Oxide ores can be crushed, piled into a heap, and then sprayed with acid in a process known as ‘heap leaching.’ Then, the copper is removed from the solvent with electricity. This process can be simpler and doesn’t need lots of heat.
On the other hand, sulfide ores tend to need more processing and lots of heat. They’re crushed up into a really fine powder, mixed with chemicals to form a ‘concentrate.’ That concentrate is shipped to a smelter. Smelters require intense heat to separate impurities from the concentrate. Then, electricity can also be used to ‘finish’ the product.
Ore Grade
Ore grade estimates the amount of valuable mineral in the rock. The lower the grade, the more rocks you need to dig up, crush, and process to get the same amount of metal. While ore concentration varies, let’s compare a few common types:
For 1 ton of iron, you’ll need~ 1.6 tons of ore.

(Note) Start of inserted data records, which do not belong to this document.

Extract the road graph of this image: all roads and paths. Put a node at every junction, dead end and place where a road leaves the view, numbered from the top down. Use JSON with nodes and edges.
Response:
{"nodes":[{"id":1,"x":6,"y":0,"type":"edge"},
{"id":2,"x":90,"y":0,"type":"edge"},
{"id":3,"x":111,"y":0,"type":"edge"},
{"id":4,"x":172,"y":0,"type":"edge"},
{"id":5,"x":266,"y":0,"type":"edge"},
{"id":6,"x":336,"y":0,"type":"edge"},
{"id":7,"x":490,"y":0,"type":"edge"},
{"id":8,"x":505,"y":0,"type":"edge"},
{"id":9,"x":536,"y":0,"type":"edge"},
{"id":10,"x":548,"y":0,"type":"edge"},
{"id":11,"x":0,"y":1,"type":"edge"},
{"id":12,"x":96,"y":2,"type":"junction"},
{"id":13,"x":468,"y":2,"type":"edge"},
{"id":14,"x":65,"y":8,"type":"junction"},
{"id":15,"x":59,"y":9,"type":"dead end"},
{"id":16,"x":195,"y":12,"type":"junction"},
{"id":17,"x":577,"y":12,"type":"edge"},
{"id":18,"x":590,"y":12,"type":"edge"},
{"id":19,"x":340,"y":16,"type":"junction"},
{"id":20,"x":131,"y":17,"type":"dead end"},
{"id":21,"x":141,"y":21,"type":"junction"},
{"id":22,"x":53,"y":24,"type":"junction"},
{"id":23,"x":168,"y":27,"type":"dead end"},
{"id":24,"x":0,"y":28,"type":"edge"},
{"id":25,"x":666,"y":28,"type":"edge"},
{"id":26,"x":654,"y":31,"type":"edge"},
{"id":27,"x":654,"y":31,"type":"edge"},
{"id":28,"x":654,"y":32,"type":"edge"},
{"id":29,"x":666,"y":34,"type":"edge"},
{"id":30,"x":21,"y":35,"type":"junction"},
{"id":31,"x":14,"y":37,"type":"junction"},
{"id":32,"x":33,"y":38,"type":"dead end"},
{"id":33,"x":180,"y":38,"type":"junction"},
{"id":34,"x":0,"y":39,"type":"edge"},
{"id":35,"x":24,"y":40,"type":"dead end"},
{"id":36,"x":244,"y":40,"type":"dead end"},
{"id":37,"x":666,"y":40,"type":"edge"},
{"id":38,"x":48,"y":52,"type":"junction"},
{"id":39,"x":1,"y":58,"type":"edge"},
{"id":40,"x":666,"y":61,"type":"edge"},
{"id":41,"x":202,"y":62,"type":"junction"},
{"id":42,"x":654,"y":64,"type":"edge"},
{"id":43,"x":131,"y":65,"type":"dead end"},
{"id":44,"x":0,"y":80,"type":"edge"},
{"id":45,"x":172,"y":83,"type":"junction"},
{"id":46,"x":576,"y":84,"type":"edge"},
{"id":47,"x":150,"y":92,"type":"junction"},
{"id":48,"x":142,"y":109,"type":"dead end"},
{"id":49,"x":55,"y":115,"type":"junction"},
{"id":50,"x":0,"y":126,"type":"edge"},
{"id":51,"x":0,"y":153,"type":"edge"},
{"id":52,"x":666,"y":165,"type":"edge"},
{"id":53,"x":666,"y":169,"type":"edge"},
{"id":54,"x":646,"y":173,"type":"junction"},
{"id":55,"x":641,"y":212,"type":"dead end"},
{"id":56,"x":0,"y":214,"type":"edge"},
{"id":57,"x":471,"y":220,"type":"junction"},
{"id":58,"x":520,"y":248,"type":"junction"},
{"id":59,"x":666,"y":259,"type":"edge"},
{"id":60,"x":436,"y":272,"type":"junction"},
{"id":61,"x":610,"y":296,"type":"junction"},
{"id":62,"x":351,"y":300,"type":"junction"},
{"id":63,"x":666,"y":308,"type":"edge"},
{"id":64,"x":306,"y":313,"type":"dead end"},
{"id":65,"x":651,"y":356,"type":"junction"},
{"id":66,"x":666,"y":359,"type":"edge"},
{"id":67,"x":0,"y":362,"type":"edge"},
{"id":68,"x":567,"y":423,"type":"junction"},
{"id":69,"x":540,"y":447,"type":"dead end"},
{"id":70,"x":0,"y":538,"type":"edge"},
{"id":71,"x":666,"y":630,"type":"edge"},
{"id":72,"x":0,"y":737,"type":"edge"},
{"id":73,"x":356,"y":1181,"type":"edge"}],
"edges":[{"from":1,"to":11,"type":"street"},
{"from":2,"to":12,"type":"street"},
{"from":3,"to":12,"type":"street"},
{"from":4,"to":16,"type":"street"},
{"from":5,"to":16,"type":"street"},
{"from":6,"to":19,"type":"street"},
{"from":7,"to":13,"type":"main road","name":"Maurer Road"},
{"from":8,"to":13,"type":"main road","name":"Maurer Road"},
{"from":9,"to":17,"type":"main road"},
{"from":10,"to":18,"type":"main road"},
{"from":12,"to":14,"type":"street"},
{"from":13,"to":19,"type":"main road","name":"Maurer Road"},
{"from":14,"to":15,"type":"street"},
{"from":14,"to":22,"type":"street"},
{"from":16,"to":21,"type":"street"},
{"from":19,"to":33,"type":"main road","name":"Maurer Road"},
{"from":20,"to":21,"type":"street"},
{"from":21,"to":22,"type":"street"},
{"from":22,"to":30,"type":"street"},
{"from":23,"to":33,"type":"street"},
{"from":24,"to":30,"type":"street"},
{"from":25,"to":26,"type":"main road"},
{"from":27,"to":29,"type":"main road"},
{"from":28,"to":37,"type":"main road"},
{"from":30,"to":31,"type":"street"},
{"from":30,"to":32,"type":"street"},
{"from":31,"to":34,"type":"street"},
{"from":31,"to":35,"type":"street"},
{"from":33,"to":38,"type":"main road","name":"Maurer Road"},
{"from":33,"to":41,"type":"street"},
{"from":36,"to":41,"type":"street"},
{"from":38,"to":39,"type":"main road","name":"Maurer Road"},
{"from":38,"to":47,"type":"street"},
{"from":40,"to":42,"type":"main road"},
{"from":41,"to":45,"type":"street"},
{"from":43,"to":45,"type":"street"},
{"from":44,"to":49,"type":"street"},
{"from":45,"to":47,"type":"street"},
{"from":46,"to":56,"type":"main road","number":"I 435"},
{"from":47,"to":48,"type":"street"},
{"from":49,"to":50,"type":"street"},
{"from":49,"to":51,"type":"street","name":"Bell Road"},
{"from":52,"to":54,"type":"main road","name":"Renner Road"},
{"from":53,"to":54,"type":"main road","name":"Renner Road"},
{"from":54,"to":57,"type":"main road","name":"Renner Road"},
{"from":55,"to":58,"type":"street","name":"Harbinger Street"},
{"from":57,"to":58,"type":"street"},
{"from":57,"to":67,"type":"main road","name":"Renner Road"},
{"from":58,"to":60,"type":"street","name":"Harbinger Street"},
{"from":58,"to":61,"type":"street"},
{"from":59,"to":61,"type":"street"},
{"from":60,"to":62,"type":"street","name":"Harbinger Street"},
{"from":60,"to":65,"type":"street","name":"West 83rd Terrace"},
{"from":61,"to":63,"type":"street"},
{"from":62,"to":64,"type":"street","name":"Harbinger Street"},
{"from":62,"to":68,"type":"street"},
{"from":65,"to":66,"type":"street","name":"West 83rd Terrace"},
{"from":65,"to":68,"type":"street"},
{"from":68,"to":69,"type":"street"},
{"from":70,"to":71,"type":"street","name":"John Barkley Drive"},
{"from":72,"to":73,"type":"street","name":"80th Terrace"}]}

For 1 ton of aluminum, you’ll might need ~ 4-5 tons of ore.
For 1 ton of copper, you’ll need ~ 50-200 tons of ore.
In the world’s largest copper mining nation, Chile, copper ore grades declined overtime to less than 0.8%.
There are outliers, like the relatively new Kamoa-Kakula mine in the Congo. In 2023, Kamoa produced ~ 5.55% copper ore grade. Globally, most major mines have ore grades of 2% or less. According to a 2022 technical report,Grasberg’s average reserve ore grade varies from 0.85% to 2.25%, depending on the mine section.
So how low of an ore grade can you profitably mine?
It depends on the depth, complexity, and price of copper and can vary even at the same mine. Copper mining often digs up a basket of minerals, and can include gold or silver, impacting the breakeven point.
For Grasberg, the cut-off point in one section is ~ 1.27% ore grade. Yet in other more easily accessible parts of the mine, the cut off grade drops to 0.63% (at $2.50 Copper).
Pulling In Opposite Directions
From digging up the ore, crushing it, shipping concentrate to smelters, melting down the concentrate, and using electricity to finalize it, the entire copper mining industry is very energy hungy.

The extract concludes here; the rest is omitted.